Osservatori sismici urbani nelle scuole di Messina e Reggio Calabria
Nuove reti sviluppate dal Cmsu e dall'Ingv per progetto Pnrr Meet
È stata completata a Messina e Reggio Calabria l'installazione delle nuove reti degli Osservatori sismici urbani (Osu), sviluppate dal Centro di monitoraggio sismico urbano e delle infrastrutture (Cmsu) dell'Istituto nazionale di geofisica e vulcanologia (Ingv) nell'ambito del progetto Pnrr Meet dell'Ente. E' uno dei principali interventi nazionali dedicati al monitoraggio sismico urbano in tempo reale. Le reti sismiche urbane dello Stretto comprendono attualmente 38 stazioni accelerometriche distribuite sul territorio (23 a Messina e 15 a Reggio Calabria), prevalentemente ospitate negli spazi di istituti scolastici, le cui installazioni sono state rese possibili anche grazie alla collaborazione dei Comuni e degli enti territoriali coinvolti. Le nuove reti degli Osu consentono il monitoraggio in tempo reale del moto del suolo e l'analisi della risposta sismica locale delle aree urbane dello Stretto e degli edifici scolastici monitorati, in una delle aree a più elevata pericolosità sismica del Mediterraneo, storicamente interessata da terremoti distruttivi come quello del 28 dicembre 1908. "Gli Osu - spiega Fabio Florindo, presidente dell'ngv - rappresentano una nuova generazione di infrastrutture capaci di osservare il moto del suolo direttamente all'interno delle città e, se integrate con sistemi di monitoraggio strutturale di analizzare anche la risposta degli edifici durante gli eventi sismici. Queste reti consentono di migliorare la conoscenza degli effetti locali e di rafforzare gli strumenti operativi per la gestione dell'emergenza e la mitigazione del rischio". Gli Osu permettono di studiare la distribuzione dello scuotimento a scala urbana, evidenziando variazioni locali legate alle caratteristiche geologiche, agli effetti di sito e alla risposta delle infrastrutture e degli edifici.
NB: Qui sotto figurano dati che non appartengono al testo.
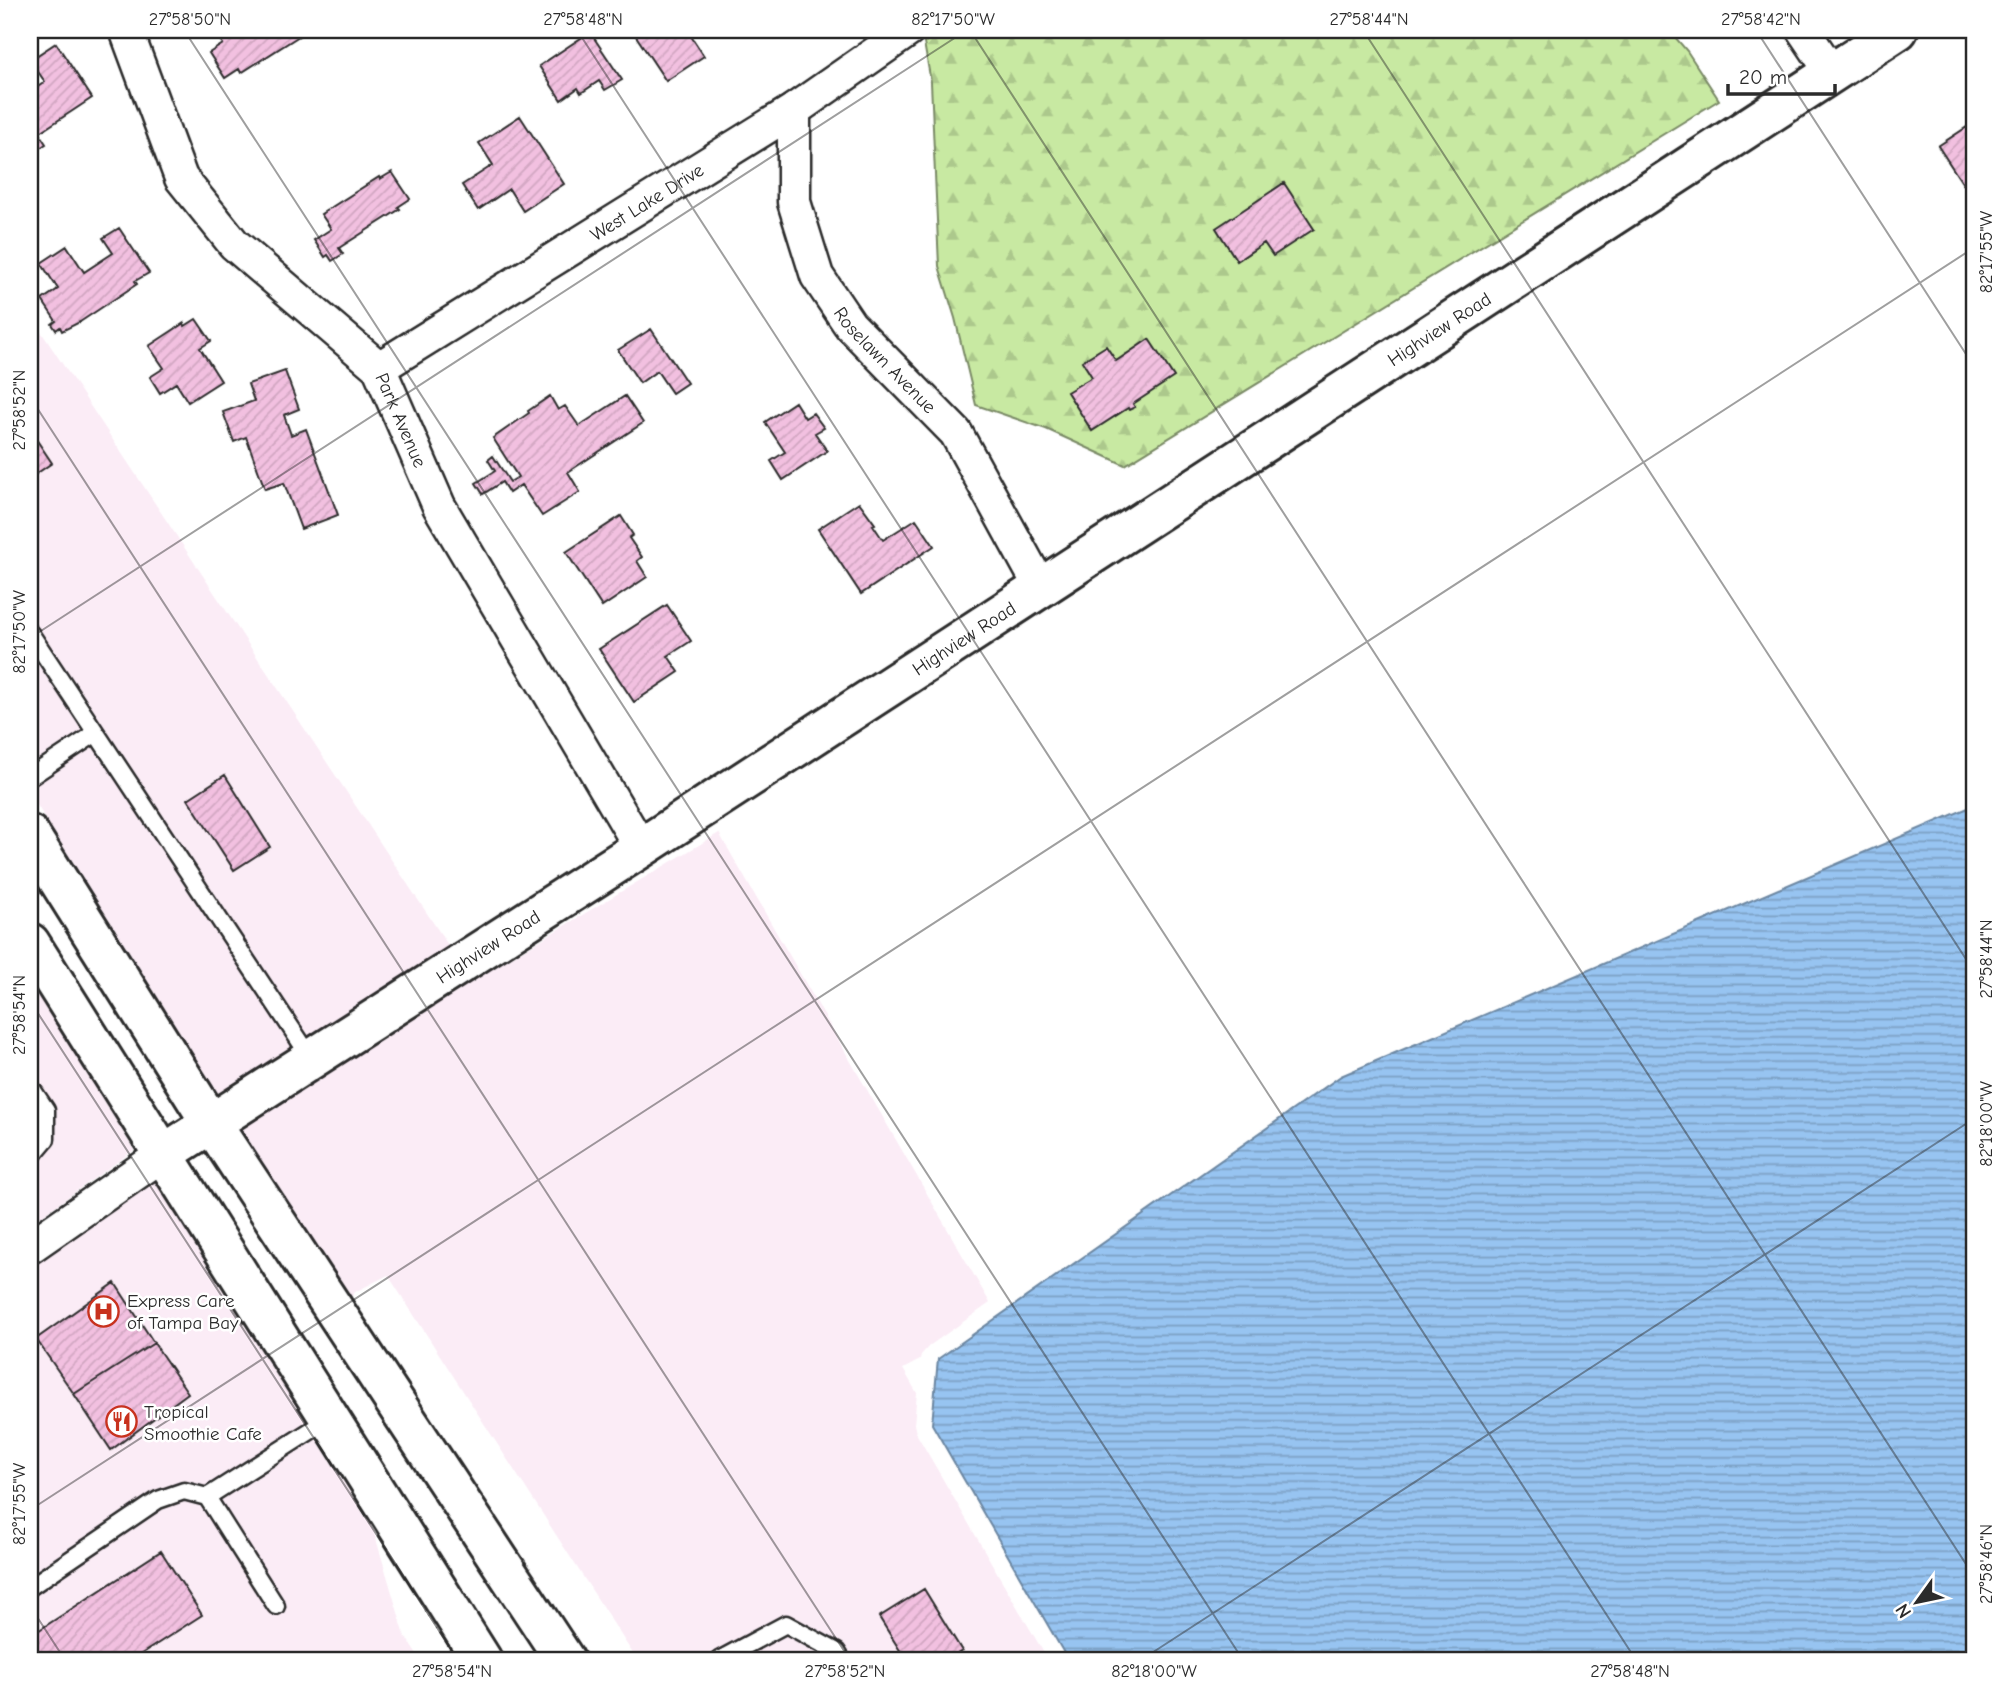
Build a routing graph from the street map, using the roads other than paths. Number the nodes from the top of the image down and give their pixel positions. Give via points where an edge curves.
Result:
1 (126, 30) edge
2 (909, 30) edge
3 (1803, 30) edge
4 (1898, 30) edge
5 (1832, 73) junction
6 (794, 110) junction
7 (379, 368) junction
8 (1041, 587) junction
9 (30, 633) edge
10 (96, 733) junction
11 (30, 777) edge
12 (30, 835) edge
13 (641, 848) junction
14 (30, 943) edge
15 (311, 1058) junction
16 (30, 1086) edge
17 (211, 1122) junction
18 (162, 1155) junction
19 (30, 1158) edge
20 (30, 1247) edge
21 (329, 1419) junction
22 (207, 1497) junction
23 (30, 1587) edge
24 (276, 1606) dead end
25 (724, 1659) edge
26 (482, 1660) edge
27 (565, 1660) edge
28 (842, 1660) edge

1 - 7 street, Park Avenue via 181,178 234,244
2 - 6 street, West Lake Drive
3 - 5 street
4 - 5 street, Highview Road
5 - 8 street, Highview Road
6 - 7 street, West Lake Drive
6 - 8 street, Roselawn Avenue via 794,202 817,276 850,325 956,433
7 - 13 street, Park Avenue via 439,506
8 - 13 street, Highview Road
9 - 10 lane
10 - 11 lane
10 - 15 lane
12 - 17 street
13 - 15 street, Highview Road
14 - 18 street
15 - 17 street, Highview Road
16 - 19 lane via 46,1110 46,1139
17 - 18 street, Highview Road
17 - 27 street
18 - 20 street, Highview Road
18 - 21 street
21 - 22 lane
21 - 26 street
22 - 23 lane via 184,1491 158,1500
22 - 24 lane
25 - 28 lane via 786,1624 837,1652

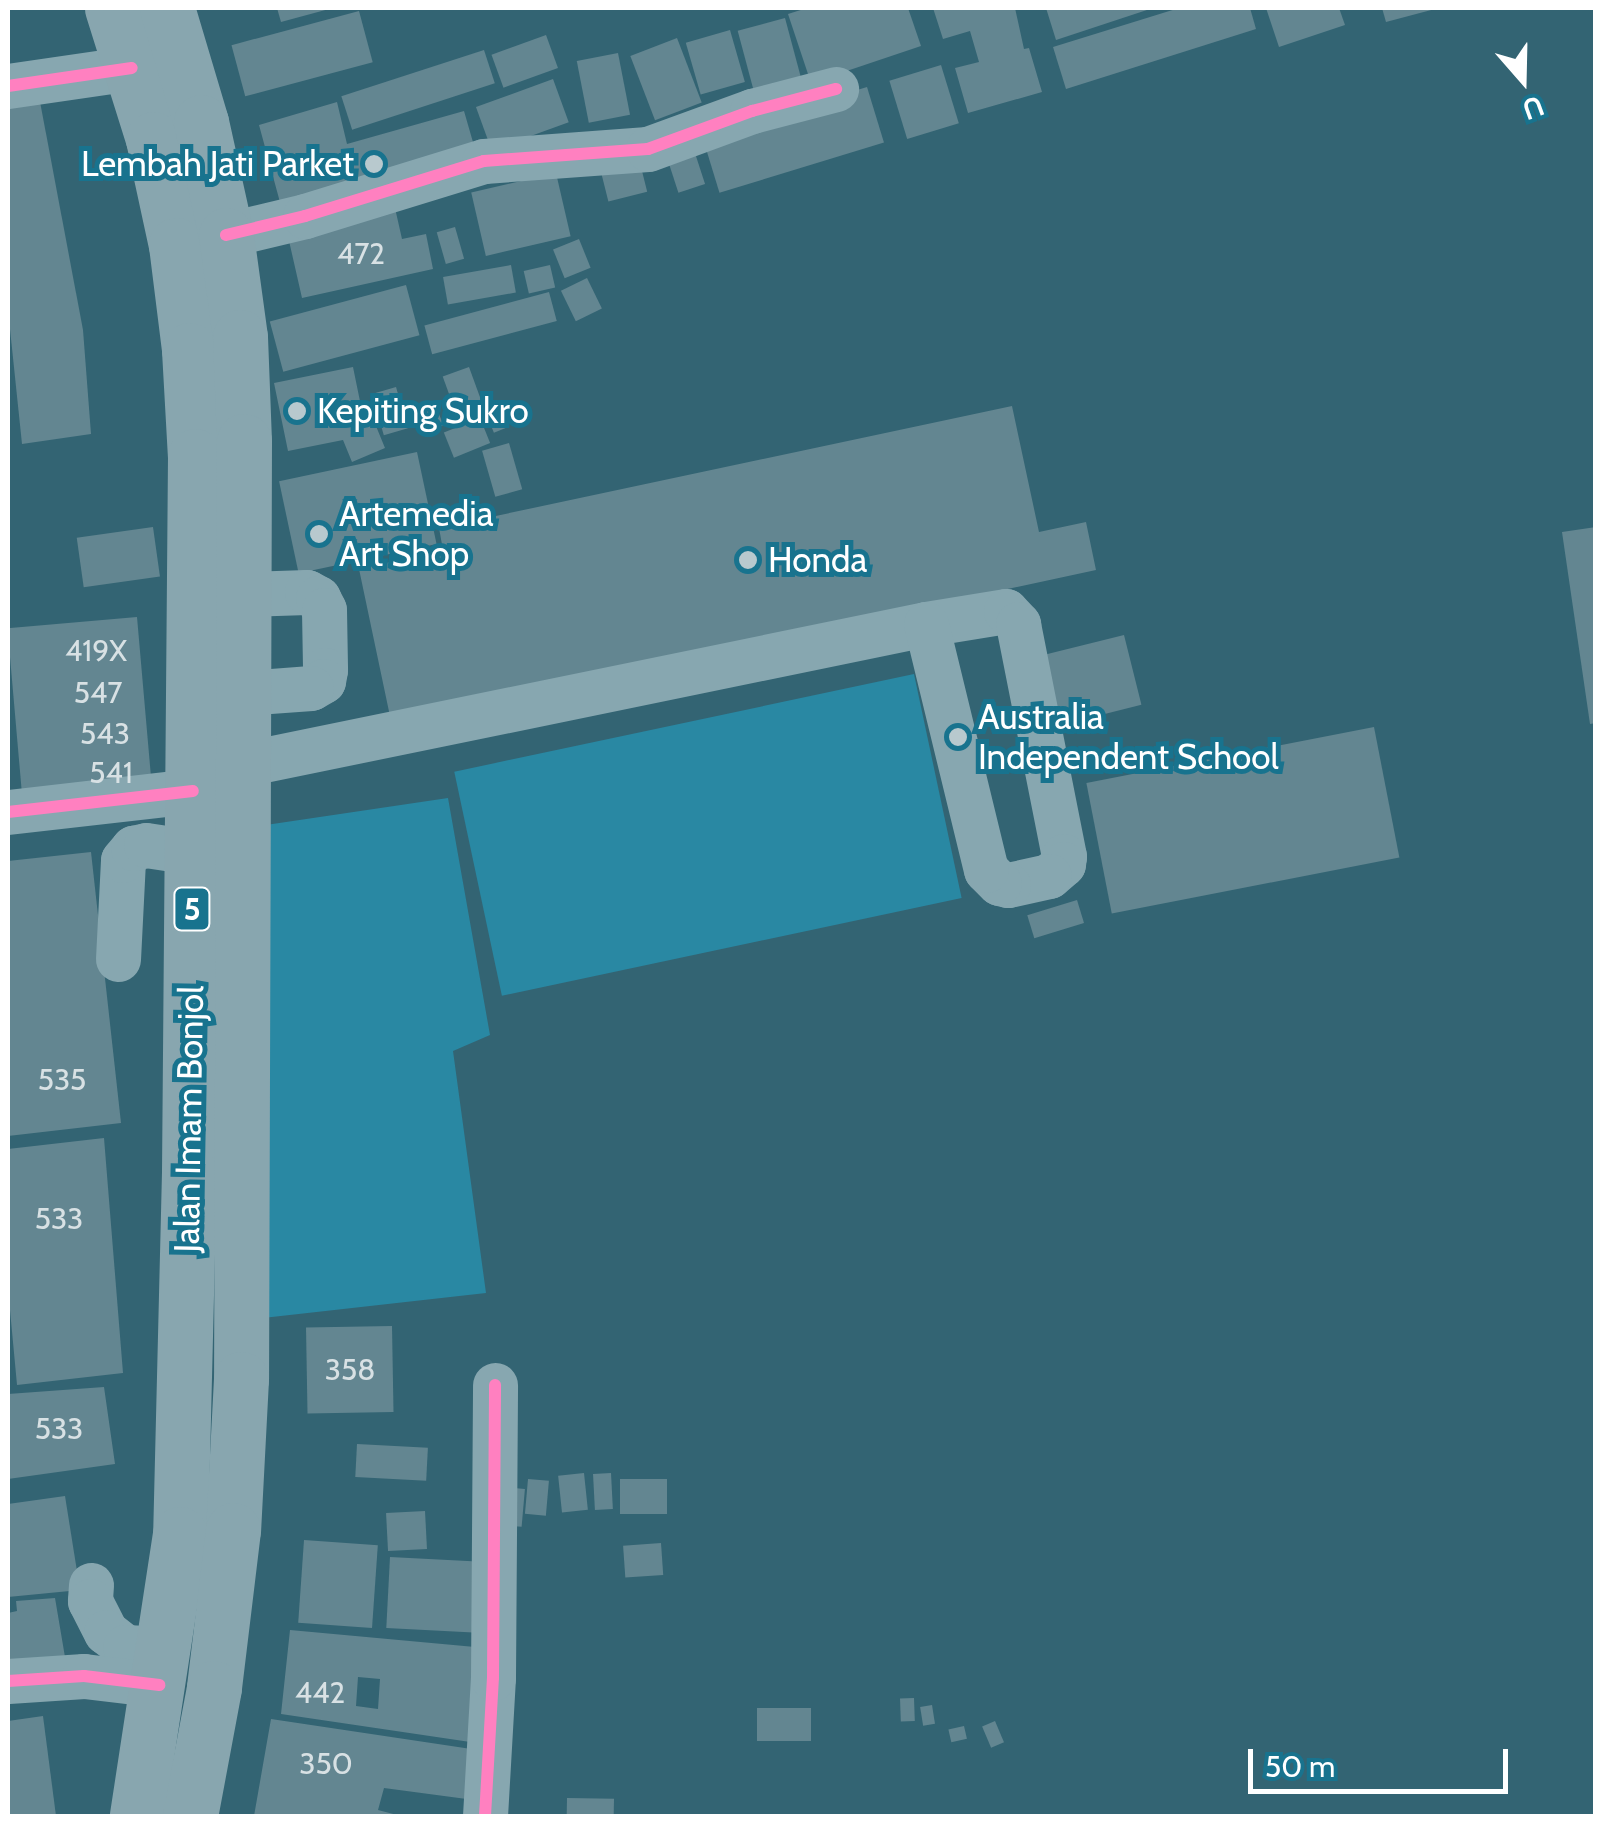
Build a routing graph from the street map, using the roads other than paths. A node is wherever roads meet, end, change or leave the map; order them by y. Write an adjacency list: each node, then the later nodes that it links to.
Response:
1 (112, 8): 3 (highway, Jalan Imam Bonjol / 5)
2 (167, 8): 6 (highway, Jalan Imam Bonjol / 5)
3 (132, 68): 4 (street); 11 (highway, Jalan Imam Bonjol / 5)
4 (8, 86)
5 (836, 89): 6 (street)
6 (226, 235): 7 (highway, Jalan Imam Bonjol / 5)
7 (242, 594): 9 (highway, Jalan Imam Bonjol / 5); 9 (street)
8 (926, 624): 8 (street); 10 (street)
9 (243, 693): 10 (highway, Jalan Imam Bonjol / 5)
10 (244, 764): 16 (highway, Jalan Imam Bonjol / 5)
11 (193, 791): 12 (street); 13 (highway, Jalan Imam Bonjol / 5)
12 (8, 812)
13 (192, 852): 14 (street); 15 (highway, Jalan Imam Bonjol / 5)
14 (118, 959)
15 (189, 1172): 16 (highway); 19 (highway, Jalan Imam Bonjol / 5)
16 (243, 1172): 22 (highway, Jalan Imam Bonjol / 5)
17 (495, 1385): 23 (street)
18 (91, 1584): 19 (street)
19 (162, 1667): 20 (street); 21 (highway, Jalan Imam Bonjol / 5)
20 (8, 1681)
21 (137, 1816)
22 (190, 1816)
23 (485, 1816)

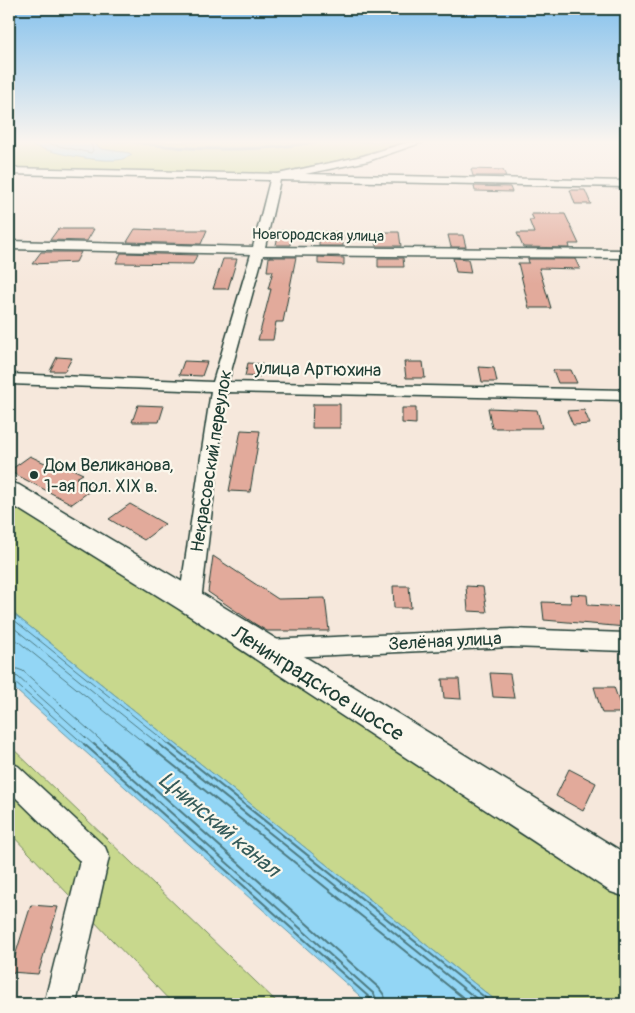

Possono inoltre contribuire allo sviluppo di approcci basati sulla valutazione rapida degli effetti reali del sisma sul territorio, e di strumenti innovativi per il monitoraggio strutturale e la gestione delle emergenze, supportando le attività di protezione civile attraverso dati osservati in real time. Le reti dello Stretto si inseriscono in una linea di sviluppo tecnologico e scientifico avviata dall'Ingv a Catania con la prima rete sismica urbana permanente italiana installata nel centro storico della città, successivamente estesa anche ad alcune delle aree a maggiore pericolosità sismica e vulcanica del Paese: i Campi Flegrei (Napoli), Messina e Reggio Calabria.